Its projected overall cost of $196 million is being met through a combination of local funding sources and federal grants.
We profiled this project this March and you can read that article here.
“Normally, our approach is to locate all of the obstructions along a utility route, and then dig like crazy in between them,” said Sun Link Construction Superintendent Stanton Jernigan of Granite Construction when we talked to him in March. “On this job, our operators were very delicate and cautious all the time because we encountered so many unmarked utilities.”
The official opening was held July 25 for the 3.85-mile route that features 23 stops. For the $197 million hard-bid project was performed by Old Pueblo TrackWorks, a joint-venture partnership between Granite Construction Company and RailWorks Track Systems Inc. Besides the line itself, work included construction of the maintenance and storage facility, as well as installation of the streetcar vehicles.
Granite performed all the civil work, including removals and relocation of numerous underground utilities, grading, forming and casting the track slab, pavements, curb and flatwork. RailWorks supplied and installed 3.85 miles of the embedded double-track, including 17 pieces of special track work. RailWorks’ subsidiary L.K. Comstock National Transit installed six traction power substations and procured, installed and tested the overhead catenary system, signals and low-voltage feeder cables for the substations.
Area voters approved the Sun Link streetcar project in 2006. Construction began in 2012 and concluded in Oct. 2013. The construction was followed by extensive testing of the line and arrival of the eight streetcar vehicles, which were part of the first order of vehicles manufactured in the United States in nearly 60 years, meeting 'Buy America' requirements. The City of Tucson and the Regional Transportation Authority (RTA) co-managed the project.
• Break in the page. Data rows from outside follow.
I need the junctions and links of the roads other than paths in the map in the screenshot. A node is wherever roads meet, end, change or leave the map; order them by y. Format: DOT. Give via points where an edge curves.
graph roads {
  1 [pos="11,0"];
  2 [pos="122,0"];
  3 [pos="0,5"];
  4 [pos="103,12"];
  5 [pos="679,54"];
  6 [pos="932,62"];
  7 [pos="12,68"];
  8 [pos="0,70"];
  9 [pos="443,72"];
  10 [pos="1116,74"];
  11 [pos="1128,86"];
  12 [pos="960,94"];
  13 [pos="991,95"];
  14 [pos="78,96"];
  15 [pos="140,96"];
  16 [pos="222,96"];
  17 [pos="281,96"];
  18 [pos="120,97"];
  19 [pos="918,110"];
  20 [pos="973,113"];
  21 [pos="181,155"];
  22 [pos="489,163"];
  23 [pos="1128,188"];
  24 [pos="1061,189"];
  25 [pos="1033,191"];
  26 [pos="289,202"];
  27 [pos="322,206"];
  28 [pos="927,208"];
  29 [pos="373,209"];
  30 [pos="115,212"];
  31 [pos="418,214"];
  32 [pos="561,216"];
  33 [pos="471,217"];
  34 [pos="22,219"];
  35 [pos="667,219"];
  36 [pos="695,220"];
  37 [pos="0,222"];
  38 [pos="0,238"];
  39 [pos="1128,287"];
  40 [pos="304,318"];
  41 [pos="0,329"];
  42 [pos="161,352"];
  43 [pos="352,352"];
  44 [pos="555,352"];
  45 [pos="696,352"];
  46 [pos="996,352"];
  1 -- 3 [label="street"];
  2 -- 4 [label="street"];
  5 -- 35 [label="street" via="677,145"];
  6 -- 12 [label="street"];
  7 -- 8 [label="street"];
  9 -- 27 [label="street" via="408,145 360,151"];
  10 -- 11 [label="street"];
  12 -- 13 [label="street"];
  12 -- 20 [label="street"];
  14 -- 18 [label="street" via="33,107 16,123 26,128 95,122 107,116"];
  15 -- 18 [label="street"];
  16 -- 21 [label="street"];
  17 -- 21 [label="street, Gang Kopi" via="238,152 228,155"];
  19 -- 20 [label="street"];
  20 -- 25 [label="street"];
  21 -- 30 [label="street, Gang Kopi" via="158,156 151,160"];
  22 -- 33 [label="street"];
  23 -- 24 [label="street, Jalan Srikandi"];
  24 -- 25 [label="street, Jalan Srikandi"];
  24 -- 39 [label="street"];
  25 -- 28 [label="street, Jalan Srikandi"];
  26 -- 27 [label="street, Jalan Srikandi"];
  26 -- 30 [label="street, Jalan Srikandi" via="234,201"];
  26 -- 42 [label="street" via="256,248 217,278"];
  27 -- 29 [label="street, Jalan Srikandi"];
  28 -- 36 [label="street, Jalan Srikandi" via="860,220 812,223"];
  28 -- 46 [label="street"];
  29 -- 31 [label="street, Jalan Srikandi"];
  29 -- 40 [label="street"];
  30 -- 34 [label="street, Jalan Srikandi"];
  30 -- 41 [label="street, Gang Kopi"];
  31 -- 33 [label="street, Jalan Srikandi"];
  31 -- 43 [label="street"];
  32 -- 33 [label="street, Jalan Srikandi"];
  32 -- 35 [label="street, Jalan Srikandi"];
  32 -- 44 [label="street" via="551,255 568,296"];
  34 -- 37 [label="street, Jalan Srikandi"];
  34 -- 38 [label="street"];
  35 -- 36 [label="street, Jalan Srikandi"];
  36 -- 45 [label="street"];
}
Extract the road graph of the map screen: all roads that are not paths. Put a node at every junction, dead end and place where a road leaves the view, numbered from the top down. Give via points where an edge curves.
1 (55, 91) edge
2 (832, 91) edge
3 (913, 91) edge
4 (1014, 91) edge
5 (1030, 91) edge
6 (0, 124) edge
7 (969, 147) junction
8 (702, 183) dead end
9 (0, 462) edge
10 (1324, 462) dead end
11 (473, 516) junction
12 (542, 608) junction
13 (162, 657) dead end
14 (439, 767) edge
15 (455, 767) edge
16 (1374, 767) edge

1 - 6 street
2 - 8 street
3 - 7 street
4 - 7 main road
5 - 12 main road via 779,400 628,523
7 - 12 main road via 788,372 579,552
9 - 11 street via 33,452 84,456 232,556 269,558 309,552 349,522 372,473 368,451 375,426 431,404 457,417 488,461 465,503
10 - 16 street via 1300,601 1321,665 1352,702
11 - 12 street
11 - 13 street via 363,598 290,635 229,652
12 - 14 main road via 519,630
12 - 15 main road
“This is an exciting time for Tucson residents,” said Todd Keller, vice president and Arizona region manager of Granite Construction, adding, “The streetcar connects more than 100,000 people living and working within a half-mile of the route, bringing sustainable development and revitalizing downtown businesses.”
The project was recently honored with two awards from the American Public Works Association: the 2014 Arizona Chapter Project of the Year (more than $75 million category); and the 2014 Professional Award of Merit given to Joe Chase, P.E., project manager for the Tucson Department of Transportation. The project also is in the running for the APWA National Project of the Year.